## Task goal
From the first line to the last, restate every record word for word, leaving out the pictures.

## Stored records
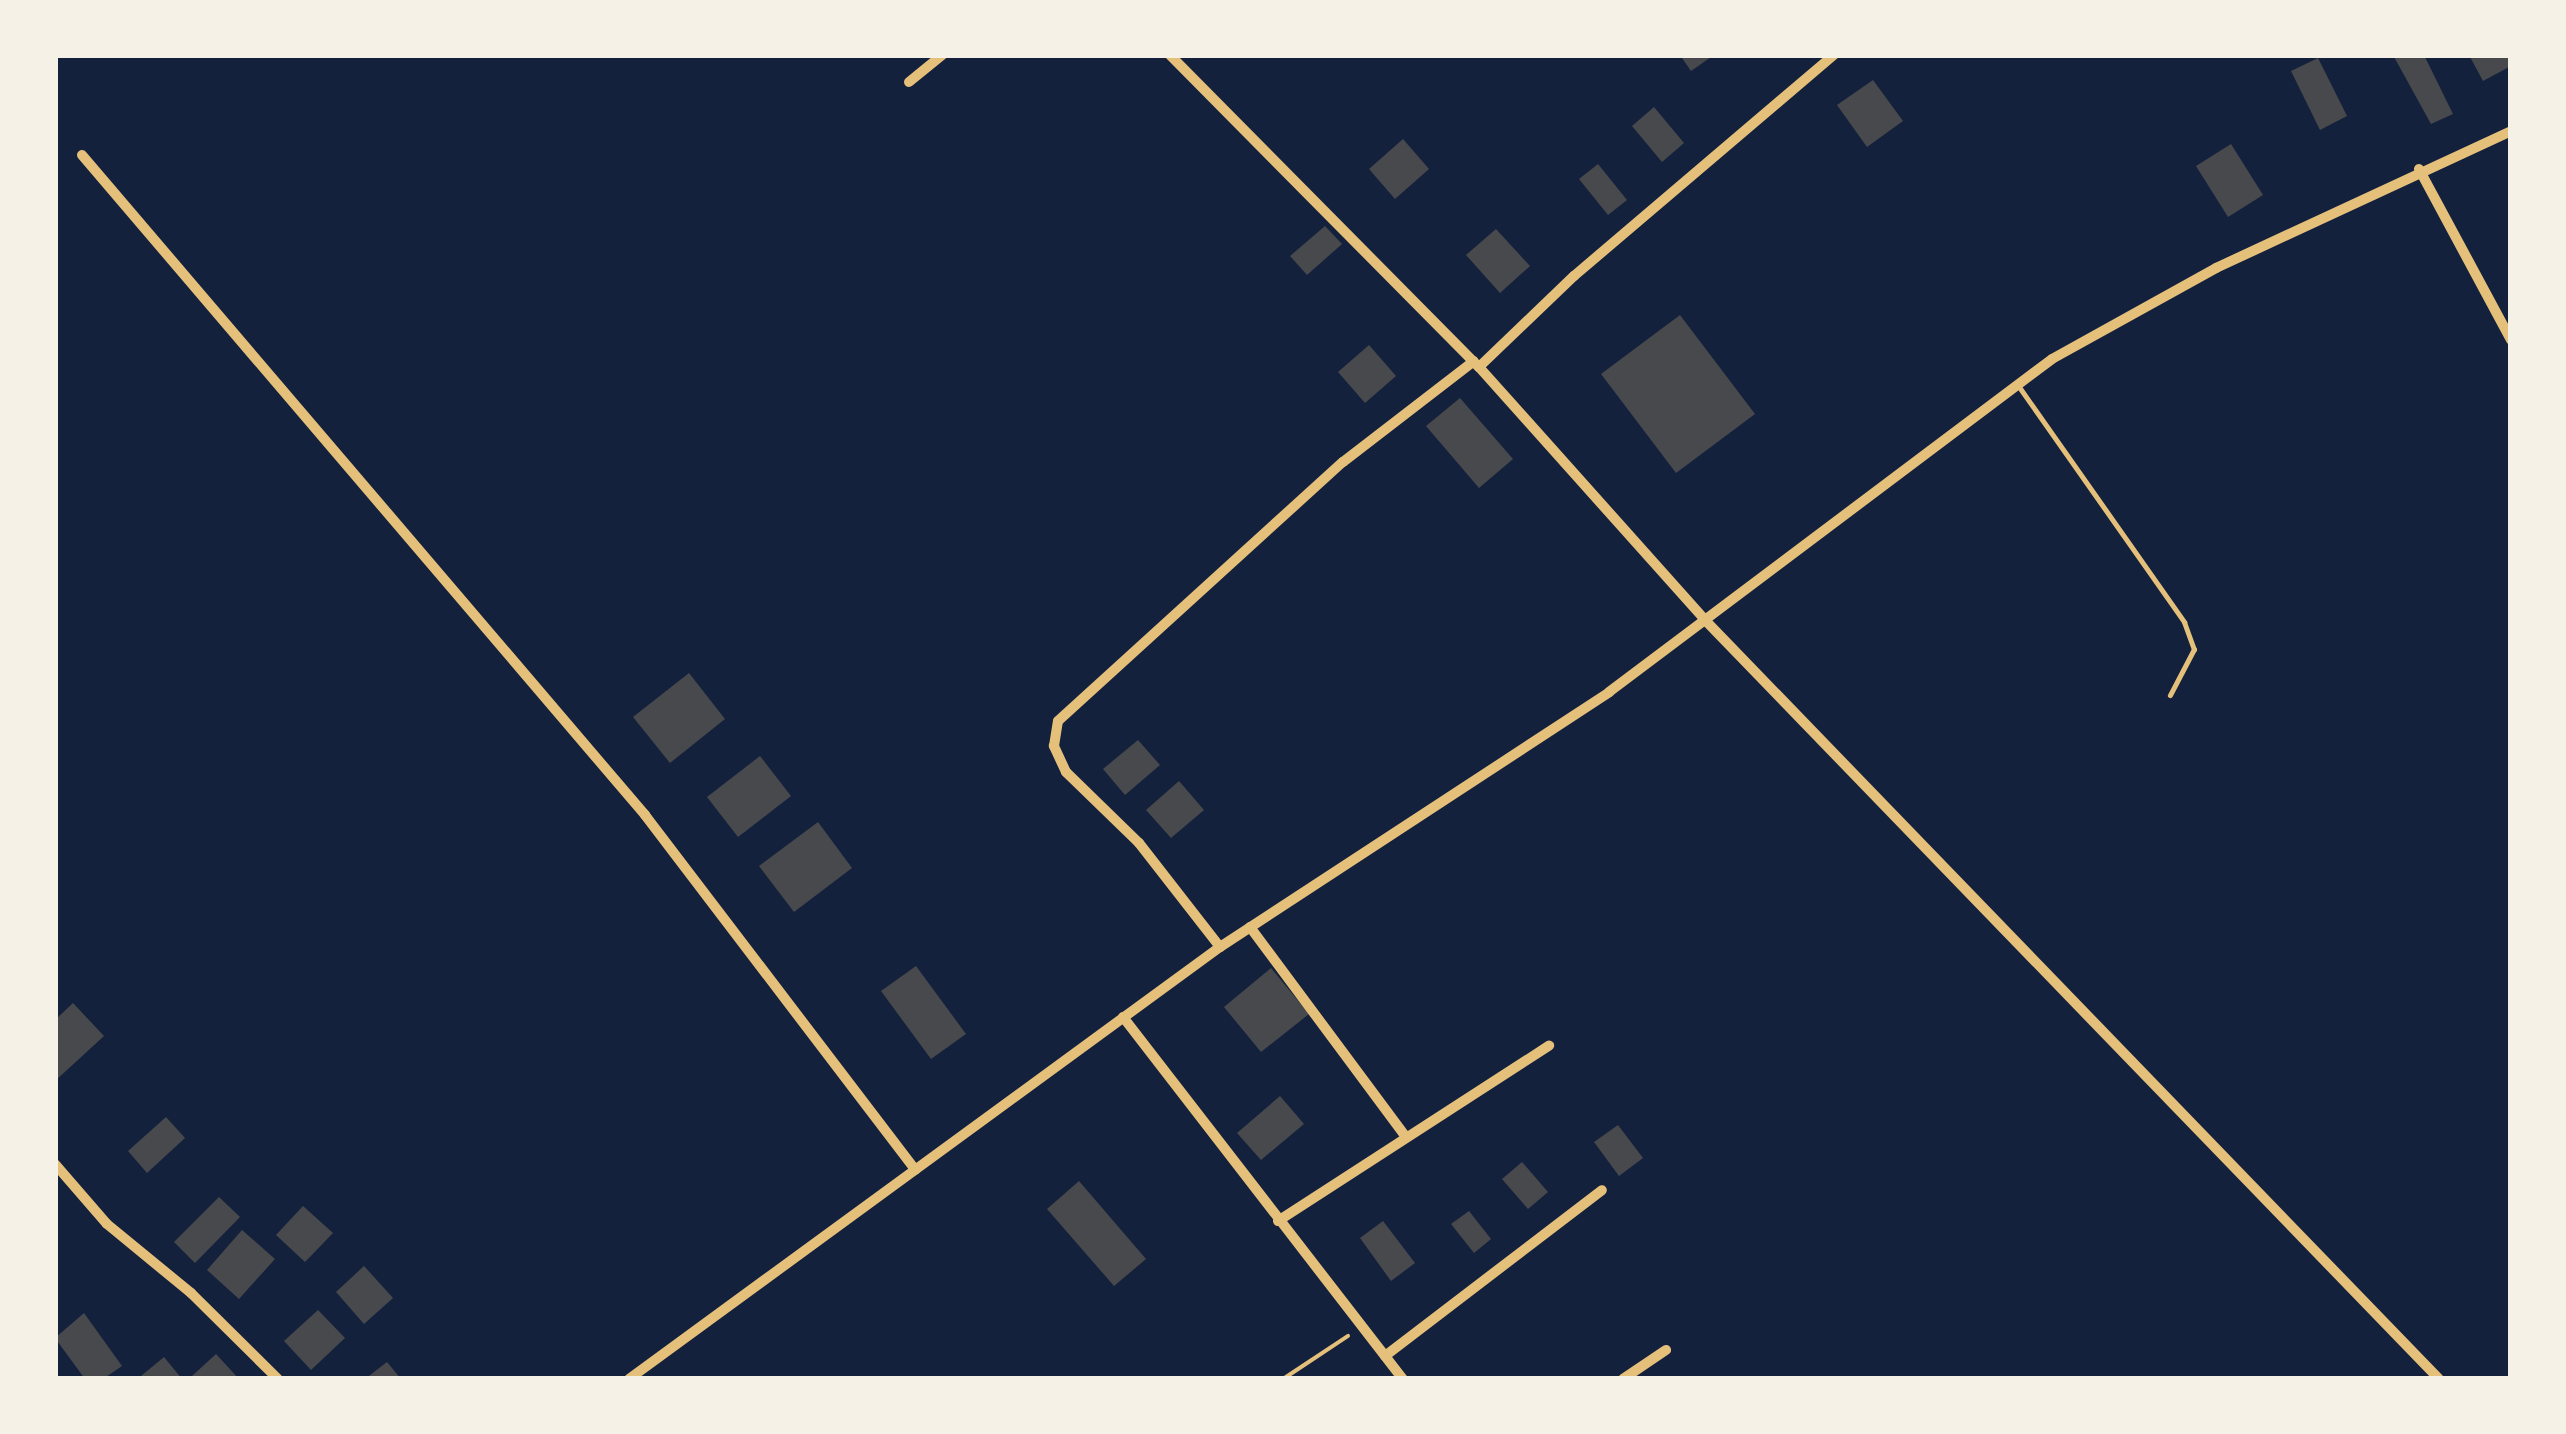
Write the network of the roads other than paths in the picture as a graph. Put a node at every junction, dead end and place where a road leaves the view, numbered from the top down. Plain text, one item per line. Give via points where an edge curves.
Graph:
1 (942, 55) edge
2 (1170, 55) edge
3 (1830, 56) edge
4 (909, 82) dead end
5 (2511, 131) edge
6 (82, 155) dead end
7 (2419, 169) junction
8 (2511, 340) edge
9 (1476, 364) junction
10 (2017, 383) junction
11 (1704, 619) junction
12 (2170, 695) dead end
13 (1250, 927) junction
14 (1220, 947) junction
15 (1123, 1017) junction
16 (1549, 1046) dead end
17 (1405, 1136) junction
18 (55, 1164) edge
19 (915, 1170) junction
20 (1602, 1190) dead end
21 (1278, 1221) junction
22 (1666, 1350) dead end
23 (1385, 1356) junction
24 (272, 1377) edge
25 (628, 1379) edge
26 (1403, 1379) edge
27 (1622, 1379) edge
28 (2439, 1379) edge

1 - 4 street
2 - 9 street
3 - 9 street
5 - 7 street
6 - 19 street via 645,815
7 - 8 street
7 - 10 street via 2166,294
9 - 11 street
9 - 14 street via 1343,462 1058,721 1054,746 1066,772 1139,842
10 - 11 street
10 - 12 lane via 2184,622 2194,649
11 - 13 street via 1609,692
11 - 28 street
13 - 14 street
13 - 17 street
14 - 15 street
15 - 19 street
15 - 21 street
16 - 17 street
17 - 21 street
18 - 24 street via 107,1224
19 - 25 street
20 - 23 street
21 - 23 street
22 - 27 street
23 - 26 street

## Response
Write the network of the roads other than paths in the picture as a graph. Put a node at every junction, dead end and place where a road leaves the view, numbered from the top down. Plain text, one item per line. Give via points where an edge curves.
Graph:
1 (942, 55) edge
2 (1170, 55) edge
3 (1830, 56) edge
4 (909, 82) dead end
5 (2511, 131) edge
6 (82, 155) dead end
7 (2419, 169) junction
8 (2511, 340) edge
9 (1476, 364) junction
10 (2017, 383) junction
11 (1704, 619) junction
12 (2170, 695) dead end
13 (1250, 927) junction
14 (1220, 947) junction
15 (1123, 1017) junction
16 (1549, 1046) dead end
17 (1405, 1136) junction
18 (55, 1164) edge
19 (915, 1170) junction
20 (1602, 1190) dead end
21 (1278, 1221) junction
22 (1666, 1350) dead end
23 (1385, 1356) junction
24 (272, 1377) edge
25 (628, 1379) edge
26 (1403, 1379) edge
27 (1622, 1379) edge
28 (2439, 1379) edge

1 - 4 street
2 - 9 street
3 - 9 street
5 - 7 street
6 - 19 street via 645,815
7 - 8 street
7 - 10 street via 2166,294
9 - 11 street
9 - 14 street via 1343,462 1058,721 1054,746 1066,772 1139,842
10 - 11 street
10 - 12 lane via 2184,622 2194,649
11 - 13 street via 1609,692
11 - 28 street
13 - 14 street
13 - 17 street
14 - 15 street
15 - 19 street
15 - 21 street
16 - 17 street
17 - 21 street
18 - 24 street via 107,1224
19 - 25 street
20 - 23 street
21 - 23 street
22 - 27 street
23 - 26 street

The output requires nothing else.